Avoid cheap laminate finishes that peel in humidity, particle board that swells when wet, and units with poor-quality hardware that won’t withstand daily use.
For Australian homes, investing in quality materials means furniture that looks better longer and handles our climate without deteriorating.
Floating vs Floor-Standing: The Modern Debate
One of the biggest design decisions is whether to choose floating (wall-mounted) or traditional floor-standing TV units.
Floating TV unit designs have surged in popularity across Australian homes for compelling reasons. Wall-mounted units create visual lightness that makes living rooms feel more spacious. The floor space underneath allows easier cleaning and creates an uncluttered, modern aesthetic. Floating units work brilliantly in smaller apartments where every centimetre of floor space counts.
However, floating TV unit designs require proper wall mounting to stud work or masonry. Renters need landlord permission and must be prepared to patch holes when moving. Installation is more complex than simply placing a floor-standing unit. And weight capacity becomes critical when you’re storing heavy equipment or multiple devices.
Floor-standing units offer stability, easier installation, and often more storage capacity. They’re renter-friendly, easier to relocate, and can incorporate features like drawers and enclosed cabinets that floating units can’t. For families with young children, floor-standing units often feel safer.
Choose floating units for modern, space-conscious living rooms where you want minimal visual weight. Choose floor-standing units when you need maximum storage, easier installation, or you’re renting without modification permission.

Storage That Actually Works
Your TV unit needs to store more than just your TV. Streaming devices, gaming consoles, sound systems, routers, remote controls, cables, DVDs, and general living room clutter all need homes.

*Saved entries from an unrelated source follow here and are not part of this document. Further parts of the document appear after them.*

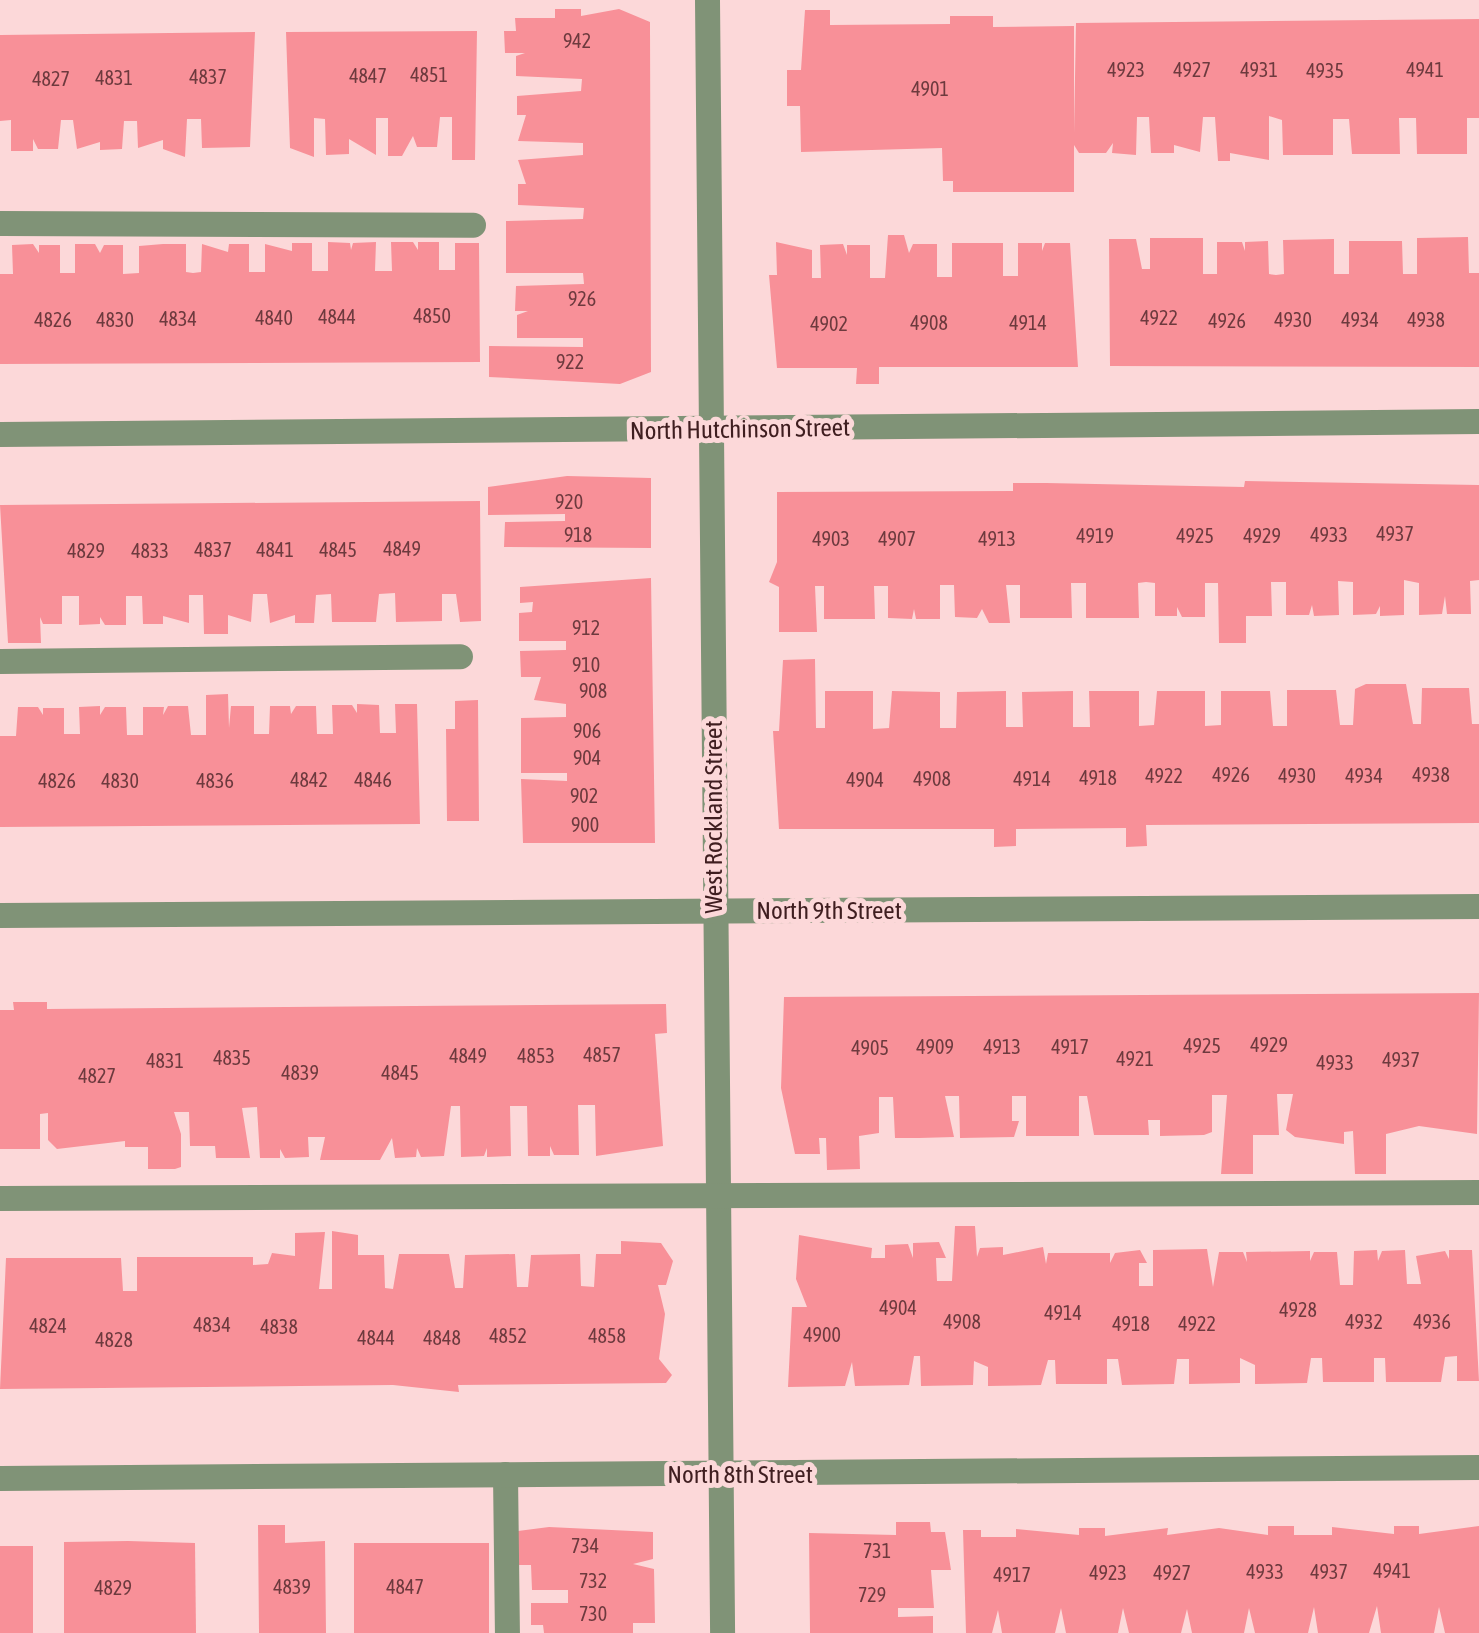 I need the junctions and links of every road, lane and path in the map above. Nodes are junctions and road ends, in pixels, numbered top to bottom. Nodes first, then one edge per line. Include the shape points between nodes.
1 (707, 0) edge
2 (0, 223) edge
3 (473, 225) dead end
4 (1479, 421) edge
5 (715, 430) junction
6 (0, 434) edge
7 (460, 656) dead end
8 (0, 662) edge
9 (1479, 906) edge
10 (713, 910) junction
11 (0, 915) edge
12 (1479, 1192) edge
13 (0, 1198) edge
14 (719, 1198) junction
15 (1479, 1467) edge
16 (505, 1474) junction
17 (720, 1474) junction
18 (0, 1478) edge
19 (507, 1633) edge
20 (722, 1633) edge

1 - 5 street, West Rockland Street
2 - 3 street
4 - 5 street, North Hutchinson Street
5 - 6 street, North Hutchinson Street
5 - 10 street, West Rockland Street
7 - 8 street
9 - 10 street, North 9th Street
10 - 11 street, North 9th Street
10 - 14 street, West Rockland Street
12 - 14 street
13 - 14 street
14 - 17 street, West Rockland Street
15 - 17 street, North 8th Street
16 - 17 street, North 8th Street
16 - 18 street, North 8th Street
16 - 19 street
17 - 20 street, West Rockland Street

Closed storage (doors and drawers) hides visual chaos. Essential for maintaining calm, organised living rooms. Use closed storage for equipment you don’t access daily, cable management, and items you’d rather not display.

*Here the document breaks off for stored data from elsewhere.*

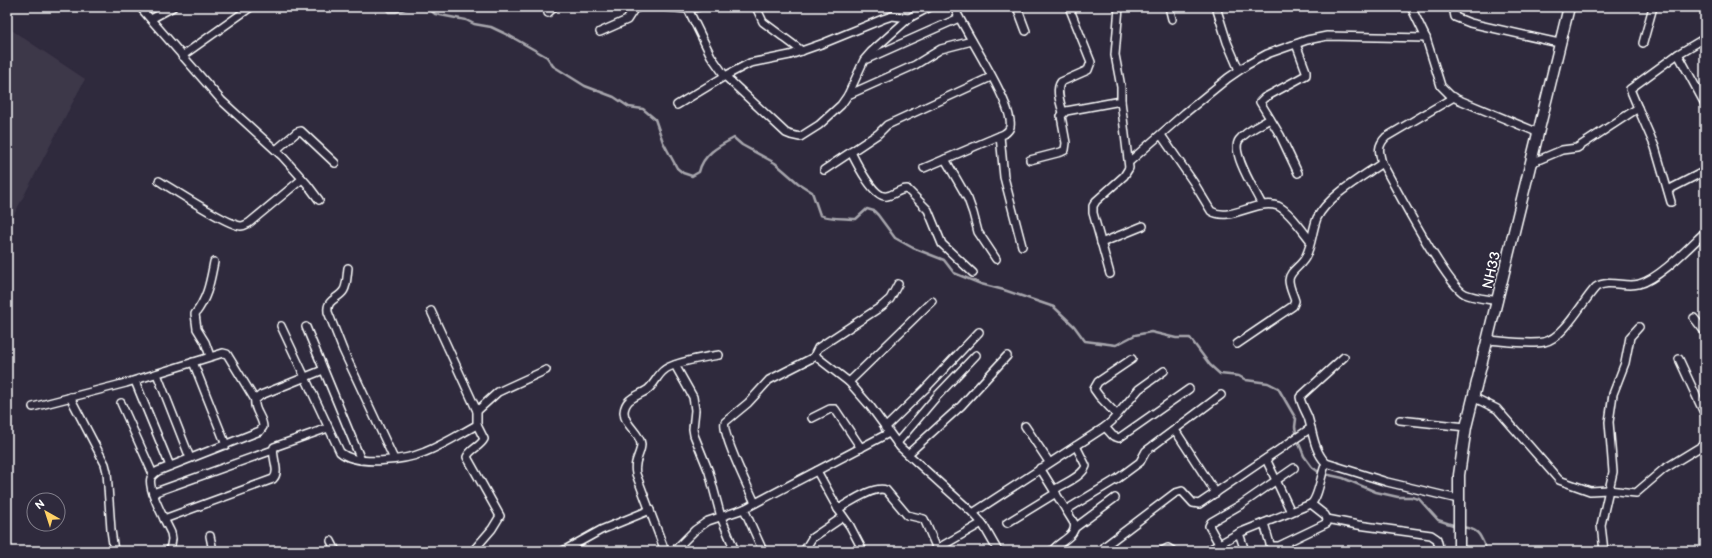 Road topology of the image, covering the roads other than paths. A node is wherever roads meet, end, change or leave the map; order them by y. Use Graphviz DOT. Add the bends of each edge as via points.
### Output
graph roads {
  1 [pos="140,7"];
  2 [pos="172,7"];
  3 [pos="251,7"];
  4 [pos="554,7"];
  5 [pos="639,7"];
  6 [pos="664,7"];
  7 [pos="698,7"];
  8 [pos="756,7"];
  9 [pos="930,7"];
  10 [pos="954,7"];
  11 [pos="1017,7"];
  12 [pos="1069,7"];
  13 [pos="1119,7"];
  14 [pos="1169,7"];
  15 [pos="1216,7"];
  16 [pos="1412,7"];
  17 [pos="1453,7"];
  18 [pos="1569,7"];
  19 [pos="1653,7"];
  20 [pos="688,9"];
  21 [pos="630,10"];
  22 [pos="548,13"];
  23 [pos="909,18"];
  24 [pos="960,18"];
  25 [pos="150,19"];
  26 [pos="1172,19"];
  27 [pos="1026,31"];
  28 [pos="600,32"];
  29 [pos="1426,38"];
  30 [pos="1705,38"];
  31 [pos="972,41"];
  32 [pos="1559,43"];
  33 [pos="1642,43"];
  34 [pos="1296,44"];
  35 [pos="802,51"];
  36 [pos="1678,54"];
  37 [pos="182,56"];
  38 [pos="864,60"];
  39 [pos="1239,70"];
  40 [pos="725,76"];
  41 [pos="991,77"];
  42 [pos="848,95"];
  43 [pos="1454,97"];
  44 [pos="1121,101"];
  45 [pos="1705,104"];
  46 [pos="677,105"];
  47 [pos="1638,108"];
  48 [pos="1063,113"];
  49 [pos="1270,119"];
  50 [pos="1538,133"];
  51 [pos="1161,135"];
  52 [pos="1000,136"];
  53 [pos="276,150"];
  54 [pos="850,152"];
  55 [pos="945,159"];
  56 [pos="1030,160"];
  57 [pos="1129,162"];
  58 [pos="335,163"];
  59 [pos="1382,163"];
  60 [pos="1531,163"];
  61 [pos="924,168"];
  62 [pos="824,170"];
  63 [pos="1705,171"];
  64 [pos="1298,173"];
  65 [pos="302,179"];
  66 [pos="159,181"];
  67 [pos="1668,190"];
  68 [pos="318,200"];
  69 [pos="1671,202"];
  70 [pos="1262,205"];
  71 [pos="1143,226"];
  72 [pos="1705,232"];
  73 [pos="1310,240"];
  74 [pos="1101,243"];
  75 [pos="1022,246"];
  76 [pos="996,259"];
  77 [pos="214,262"];
  78 [pos="348,268"];
  79 [pos="973,273"];
  80 [pos="1110,274"];
  81 [pos="898,284"];
  82 [pos="932,301"];
  83 [pos="1498,301"];
  84 [pos="431,311"];
  85 [pos="1694,318"];
  86 [pos="281,326"];
  87 [pos="306,327"];
  88 [pos="1639,327"];
  89 [pos="979,332"];
  90 [pos="1705,332"];
  91 [pos="1488,340"];
  92 [pos="1237,344"];
  93 [pos="976,354"];
  94 [pos="719,355"];
  95 [pos="210,356"];
  96 [pos="816,356"];
  97 [pos="1007,356"];
  98 [pos="1344,357"];
  99 [pos="1132,359"];
  100 [pos="1679,359"];
  101 [pos="193,362"];
  102 [pos="675,365"];
  103 [pos="323,370"];
  104 [pos="546,370"];
  105 [pos="1164,370"];
  106 [pos="157,374"];
  107 [pos="304,377"];
  108 [pos="135,381"];
  109 [pos="849,382"];
  110 [pos="1189,389"];
  111 [pos="1221,395"];
  112 [pos="70,397"];
  113 [pos="1473,397"];
  114 [pos="255,400"];
  115 [pos="121,403"];
  116 [pos="33,407"];
  117 [pos="477,411"];
  118 [pos="1117,415"];
  119 [pos="1705,415"];
  120 [pos="812,418"];
  121 [pos="1400,420"];
  122 [pos="1025,426"];
  123 [pos="1105,427"];
  124 [pos="1466,427"];
  125 [pos="328,428"];
  126 [pos="1311,428"];
  127 [pos="480,429"];
  128 [pos="1175,430"];
  129 [pos="887,431"];
  130 [pos="897,443"];
  131 [pos="1705,444"];
  132 [pos="226,445"];
  133 [pos="1076,446"];
  134 [pos="861,448"];
  135 [pos="273,450"];
  136 [pos="908,454"];
  137 [pos="190,458"];
  138 [pos="394,458"];
  139 [pos="1266,459"];
  140 [pos="361,460"];
  141 [pos="1049,462"];
  142 [pos="1325,465"];
  143 [pos="170,466"];
  144 [pos="1040,468"];
  145 [pos="1294,468"];
  146 [pos="817,471"];
  147 [pos="153,474"];
  148 [pos="1276,480"];
  149 [pos="1608,490"];
  150 [pos="1055,492"];
  151 [pos="153,493"];
  152 [pos="1216,493"];
  153 [pos="1115,498"];
  154 [pos="1458,499"];
  155 [pos="755,503"];
  156 [pos="1311,504"];
  157 [pos="744,509"];
  158 [pos="838,509"];
  159 [pos="650,510"];
  160 [pos="1066,510"];
  161 [pos="973,512"];
  162 [pos="1291,512"];
  163 [pos="721,517"];
  164 [pos="843,517"];
  165 [pos="164,519"];
  166 [pos="1328,519"];
  167 [pos="982,523"];
  168 [pos="1007,523"];
  169 [pos="1264,523"];
  170 [pos="1076,527"];
  171 [pos="1239,533"];
  172 [pos="210,536"];
  173 [pos="331,540"];
  174 [pos="1286,543"];
  175 [pos="1219,544"];
  176 [pos="1459,547"];
  177 [pos="939,549"];
  178 [pos="114,551"];
  179 [pos="170,551"];
  180 [pos="213,551"];
  181 [pos="336,551"];
  182 [pos="473,551"];
  183 [pos="563,551"];
  184 [pos="665,551"];
  185 [pos="674,551"];
  186 [pos="734,551"];
  187 [pos="762,551"];
  188 [pos="804,551"];
  189 [pos="863,551"];
  190 [pos="998,551"];
  191 [pos="1052,551"];
  192 [pos="1102,551"];
  193 [pos="1162,551"];
  194 [pos="1172,551"];
  195 [pos="1207,551"];
  196 [pos="1245,551"];
  197 [pos="1291,551"];
  198 [pos="1440,551"];
  199 [pos="1604,551"];
  1 -- 25 [label="street"];
  2 -- 25 [label="street"];
  3 -- 37 [label="street"];
  4 -- 22 [label="street"];
  5 -- 21 [label="street"];
  6 -- 20 [label="street"];
  7 -- 20 [label="street"];
  8 -- 35 [label="street" via="763,22"];
  9 -- 23 [label="street"];
  10 -- 24 [label="street"];
  11 -- 27 [label="street"];
  12 -- 48 [label="street" via="1091,62 1088,70 1059,84"];
  13 -- 44 [label="street" via="1115,55"];
  14 -- 26 [label="street"];
  15 -- 39 [label="street"];
  16 -- 29 [label="street"];
  17 -- 32 [label="street" via="1455,17 1470,23"];
  18 -- 32 [label="main road, NH33"];
  19 -- 33 [label="street"];
  20 -- 40 [label="street" via="711,56"];
  21 -- 28 [label="street" via="627,20"];
  23 -- 35 [label="street" via="892,16 882,19"];
  23 -- 38 [label="street"];
  24 -- 31 [label="street"];
  24 -- 38 [label="street"];
  25 -- 37 [label="street"];
  29 -- 34 [label="street" via="1327,36"];
  29 -- 43 [label="street" via="1441,86"];
  30 -- 36 [label="street"];
  31 -- 41 [label="street"];
  31 -- 42 [label="street" via="941,49 915,65"];
  32 -- 50 [label="main road, NH33"];
  34 -- 39 [label="street" via="1261,56"];
  34 -- 49 [label="street" via="1306,75 1261,100"];
  35 -- 40 [label="street" via="750,63"];
  36 -- 45 [label="street"];
  36 -- 47 [label="street" via="1630,89"];
  37 -- 53 [label="street" via="222,101"];
  38 -- 42 [label="street"];
  39 -- 51 [label="street"];
  40 -- 42 [label="street" via="786,133 796,137 807,134 819,125"];
  40 -- 46 [label="street"];
  41 -- 52 [label="street" via="1009,113 1008,132"];
  41 -- 54 [label="street" via="897,119"];
  43 -- 50 [label="street"];
  43 -- 59 [label="street" via="1386,137 1379,146"];
  44 -- 48 [label="street"];
  44 -- 57 [label="street"];
  47 -- 60 [label="street" via="1577,148 1562,150"];
  47 -- 67 [label="street" via="1655,146"];
  48 -- 56 [label="street" via="1065,150"];
  49 -- 64 [label="street"];
  49 -- 70 [label="street" via="1245,134 1237,147 1239,159"];
  50 -- 60 [label="main road, NH33"];
  51 -- 57 [label="street"];
  51 -- 70 [label="street" via="1211,211 1226,214"];
  52 -- 55 [label="street"];
  52 -- 75 [label="street" via="1004,177"];
  53 -- 58 [label="street" via="301,131"];
  53 -- 65 [label="street"];
  54 -- 62 [label="street"];
  54 -- 79 [label="street" via="874,190 880,195 886,197 902,189 912,192 928,210 942,244"];
  55 -- 61 [label="street"];
  55 -- 76 [label="street" via="968,199 978,232"];
  57 -- 74 [label="street" via="1129,168 1124,176 1093,206"];
  59 -- 73 [label="street" via="1333,198 1318,216"];
  59 -- 83 [label="street" via="1418,228 1453,283 1465,294"];
  60 -- 83 [label="main road, NH33"];
  63 -- 67 [label="street"];
  65 -- 66 [label="street" via="244,226 223,219"];
  65 -- 68 [label="street"];
  67 -- 69 [label="street"];
  70 -- 73 [label="street" via="1277,206 1284,210"];
  71 -- 74 [label="street"];
  72 -- 91 [label="street" via="1645,283 1602,284 1596,287 1562,330 1550,340 1539,343"];
  73 -- 92 [label="street" via="1305,259 1290,276 1294,304"];
  74 -- 80 [label="street"];
  77 -- 95 [label="street" via="208,293 195,314 197,329"];
  78 -- 138 [label="street" via="346,288 329,303 328,312"];
  81 -- 96 [label="street" via="888,302 818,348"];
  82 -- 109 [label="street"];
  83 -- 91 [label="main road, NH33"];
  84 -- 117 [label="street"];
  85 -- 90 [label="street"];
  86 -- 107 [label="street"];
  87 -- 103 [label="street"];
  88 -- 149 [label="street" via="1630,337 1625,363 1613,394 1609,422 1613,472"];
  89 -- 129 [label="street"];
  91 -- 113 [label="main road, NH33"];
  93 -- 130 [label="street"];
  94 -- 102 [label="street" via="701,357"];
  95 -- 101 [label="street"];
  95 -- 114 [label="street" via="226,354"];
  96 -- 109 [label="street"];
  96 -- 155 [label="street" via="769,380 748,403 725,422 724,429 731,448"];
  97 -- 136 [label="street" via="961,406"];
  98 -- 126 [label="street" via="1300,397"];
  99 -- 118 [label="street" via="1098,382 1094,389"];
  100 -- 119 [label="street"];
  101 -- 106 [label="street"];
  101 -- 132 [label="street"];
  102 -- 159 [label="street" via="663,371 648,389 633,397 625,409 626,419 641,445 635,468"];
  102 -- 163 [label="street" via="693,397 694,435 709,472"];
  103 -- 107 [label="street"];
  103 -- 140 [label="street"];
  104 -- 117 [label="street" via="498,392"];
  105 -- 118 [label="street" via="1139,389"];
  106 -- 108 [label="street"];
  106 -- 137 [label="street"];
  107 -- 114 [label="street"];
  107 -- 125 [label="street"];
  108 -- 112 [label="street"];
  108 -- 143 [label="street"];
  109 -- 129 [label="street"];
  110 -- 123 [label="street" via="1119,438 1113,436"];
  111 -- 128 [label="street"];
  112 -- 116 [label="street"];
  112 -- 178 [label="street" via="106,468"];
  113 -- 124 [label="main road, NH33"];
  113 -- 149 [label="street" via="1497,408 1559,480 1590,491"];
  114 -- 132 [label="street" via="263,427 255,434"];
  115 -- 147 [label="street"];
  117 -- 127 [label="street"];
  118 -- 123 [label="street"];
  120 -- 134 [label="street" via="832,408 835,409"];
  121 -- 124 [label="street"];
  122 -- 141 [label="street"];
  123 -- 133 [label="street"];
  124 -- 154 [label="main road, NH33" via="1460,462"];
  125 -- 135 [label="street" via="276,445"];
  125 -- 140 [label="street" via="343,455"];
  126 -- 139 [label="street"];
  126 -- 142 [label="street" via="1318,453"];
  127 -- 138 [label="street" via="423,453"];
  127 -- 182 [label="street" via="484,439 467,457 500,516"];
  128 -- 152 [label="street"];
  128 -- 160 [label="street" via="1146,452 1140,462"];
  129 -- 130 [label="street"];
  129 -- 134 [label="street"];
  130 -- 136 [label="street"];
  131 -- 149 [label="street" via="1664,469 1636,493"];
  132 -- 137 [label="street"];
  133 -- 141 [label="street"];
  133 -- 150 [label="street" via="1086,466 1085,469"];
  134 -- 146 [label="street"];
  135 -- 151 [label="street"];
  135 -- 165 [label="street" via="277,472 273,479"];
  136 -- 161 [label="street"];
  137 -- 143 [label="street"];
  138 -- 140 [label="street"];
  139 -- 148 [label="street"];
  139 -- 152 [label="street"];
  141 -- 144 [label="street"];
  142 -- 154 [label="street"];
  142 -- 156 [label="street" via="1315,500"];
  143 -- 147 [label="street"];
  144 -- 150 [label="street"];
  144 -- 161 [label="street"];
  145 -- 148 [label="street"];
  146 -- 155 [label="street"];
  146 -- 158 [label="street"];
  147 -- 151 [label="street" via="150,483"];
  148 -- 162 [label="street"];
  148 -- 175 [label="street" via="1209,524"];
  149 -- 199 [label="street" via="1601,525"];
  150 -- 160 [label="street"];
  150 -- 168 [label="street"];
  151 -- 165 [label="street"];
  152 -- 192 [label="street" via="1196,505 1184,492 1178,492 1105,546"];
  153 -- 170 [label="street"];
  154 -- 176 [label="main road, NH33"];
  155 -- 157 [label="street"];
  156 -- 162 [label="street"];
  156 -- 166 [label="street"];
  157 -- 163 [label="street"];
  157 -- 187 [label="street"];
  158 -- 164 [label="street"];
  158 -- 177 [label="street" via="873,490 882,488 907,515 924,519"];
  159 -- 183 [label="street" via="601,530"];
  159 -- 184 [label="street"];
  160 -- 170 [label="street"];
  161 -- 167 [label="street"];
  162 -- 169 [label="street"];
  163 -- 185 [label="street" via="708,521 695,530"];
  163 -- 186 [label="street"];
  164 -- 188 [label="street" via="812,538"];
  164 -- 189 [label="street"];
  165 -- 179 [label="street" via="172,539"];
  166 -- 174 [label="street" via="1322,526"];
  166 -- 198 [label="street" via="1431,535 1437,538"];
  167 -- 177 [label="street"];
  167 -- 190 [label="street"];
  169 -- 171 [label="street"];
  169 -- 174 [label="street" via="1272,546"];
  170 -- 191 [label="street" via="1074,532"];
  171 -- 175 [label="street"];
  171 -- 196 [label="street"];
  172 -- 180 [label="street"];
  173 -- 181 [label="street"];
  174 -- 197 [label="street"];
  175 -- 195 [label="street"];
  193 -- 194 [label="street" via="1168,548"];
}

Open shelving suits equipment needing ventilation and items you access frequently. Game consoles, streaming boxes, and sound systems all generate heat and benefit from airflow. But open shelving also displays dust and clutter, so use it strategically.
Cable management separates good TV units from frustrating ones. Look for units with:
- Pre-cut cable ports in back panels
- Internal channels routing cables through the structure
- Sufficient depth behind devices for cable storage
- Access panels for adding new equipment without dismantling everything
Count your devices before buying. If you’ve got a TV, soundbar, gaming console, streaming box, and router, you need storage and power solutions for five devices plus their cables. Choose units designed for your actual setup, not minimal displays.
The Final Checklist
Before purchasing, verify:
✓ Unit width is 30-60cm wider than your TV
✓ Height positions TV centre at proper viewing level (110-120cm)
✓ Depth suits your space and storage needs
✓ Material quality handles Australian climate conditions
✓ Floating or floor-standing choice matches your situation
✓ Storage capacity accommodates all your equipment
✓ Cable management features are adequate
✓ Style complements your existing furniture
The Bottom Line
The perfect TV unit for your Australian living room balances proportions, materials, storage, and style. It’s sized correctly for your television, built from quality materials that handle our climate, offers adequate storage for your equipment, and manages cables effectively.
Measure carefully. Choose materials that last. Prioritise function alongside form. Your living room deserves furniture that makes entertainment easier, not harder.
When your TV unit works properly, it disappears into the background whilst everything else in your living room falls into place. That’s furniture doing its job brilliantly.